Mon tout premier souvenir, c’est celui de toute notre famille réunie dans le parc d'attractions de Kennywood. J’ai toujours des flashs qui me reviennent où je suis sur le manège en compagnie de mon frère et de mon père.

J'ai lu que tu avais visité un stand de tir avec ton père quand il a commencé à se radicaliser. Est-ce-que c’était un changement soudain ou quelque chose de plus progressif ?
Jusqu’à mes cinq ou six ans, mon père a été un homme affectueux et charmant. Il était très impliqué dans la vie de famille. Il avait un bon sens de l’humour. On passait beaucoup de temps ensemble. On allait au parc pour jouer au baseball et au foot. Ce n’est qu’à partir de mes six ou sept ans qu’il a commencé à devenir plus extrême dans ses idées. Il a eu quelques mauvais moments dans sa vie et a commencé à aller à cette mosquée à Jersey City où le « Sheikh aveugle », Omar-Abdel-Rahman, donnait souvent des sermons. Là-bas, il a commencé à fréquenter un groupe d’hommes, lesquels sont devenus les responsables de l’attentat à la bombe du World Trade Center de 1993.

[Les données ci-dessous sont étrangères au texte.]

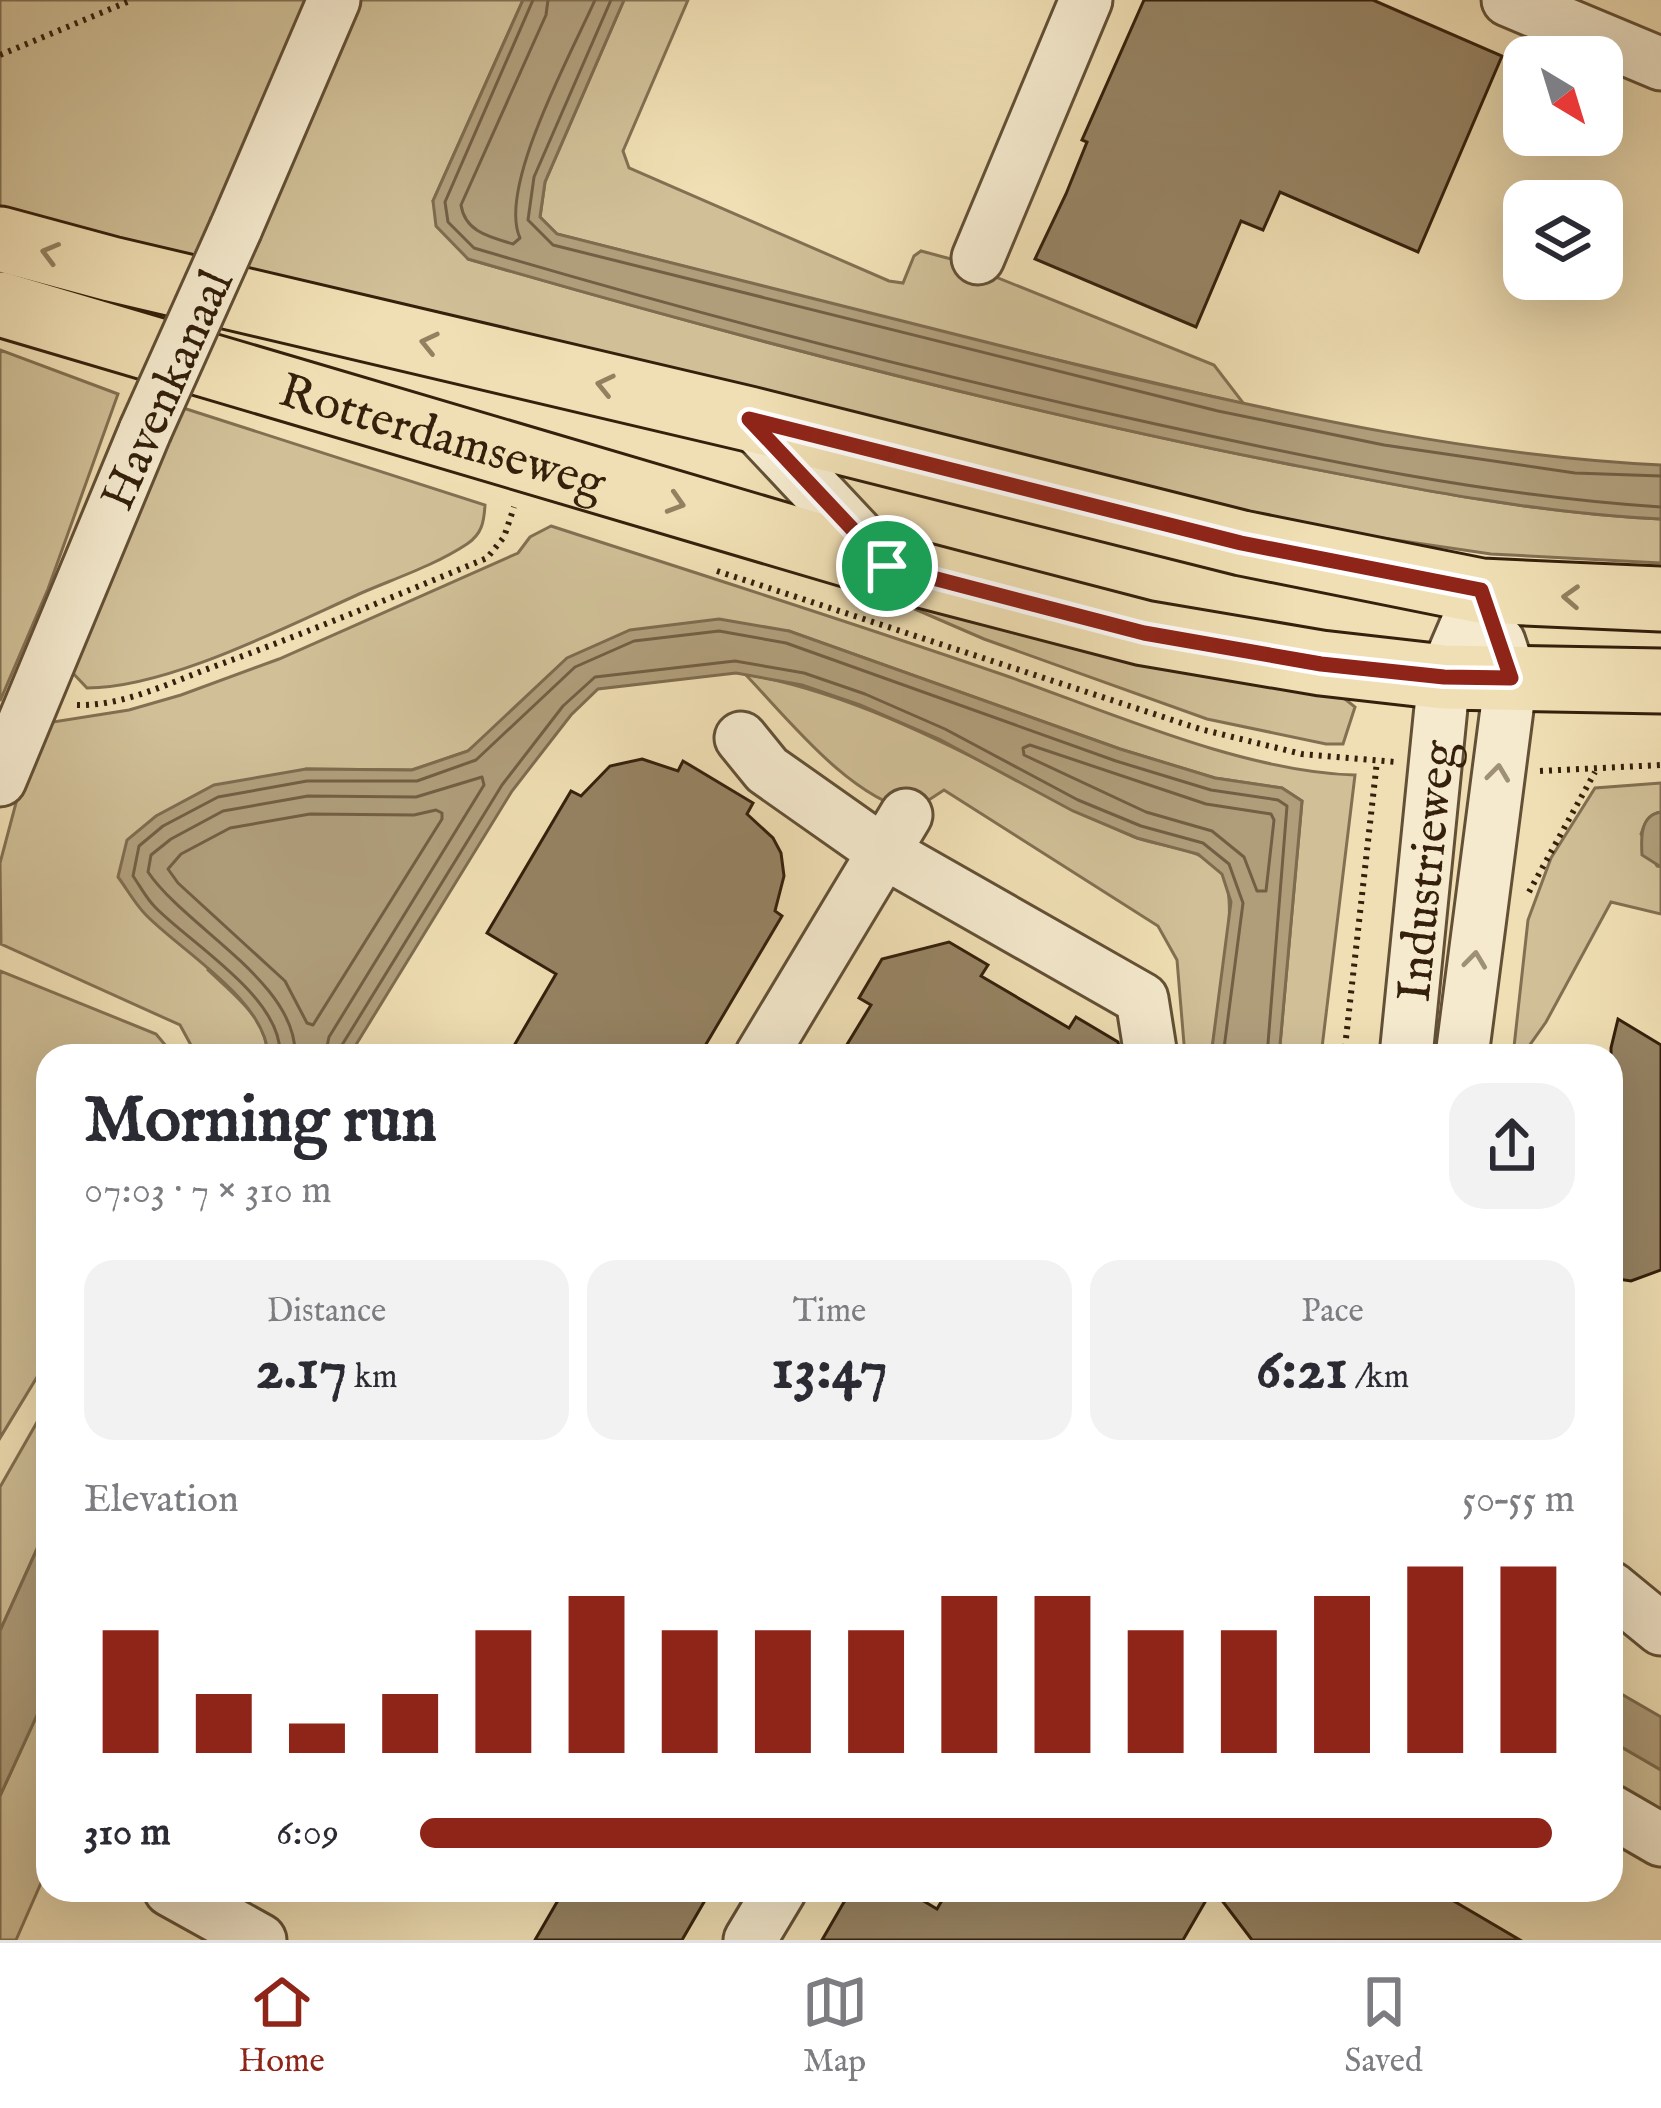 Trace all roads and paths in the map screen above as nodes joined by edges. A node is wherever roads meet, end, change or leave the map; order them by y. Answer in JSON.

Ton père faisait également partie des responsables.
Oui. Il a été prouvé qu’il avait co-orchestré l’attentat à la bombe depuis sa cellule, quand il était en prison pour l’assassinat de Meir Kahane.

Tu lui as rendu visite pendant son incarcération ?
Il a proclamé son innocence pendant de nombreuses années. Il a été reconnu non-coupable pour le meurtre de Meir Kahane, mais coupable pour agression et possession d’armes. Il a donc été condamné à 22 ans de prison, et cet événement nous a laissés penser que notre famille pouvait de nouveau être réunie. On lui a rendu visite à Rikers Island, dans l’état de New York, et à l’Attica Penitentiary.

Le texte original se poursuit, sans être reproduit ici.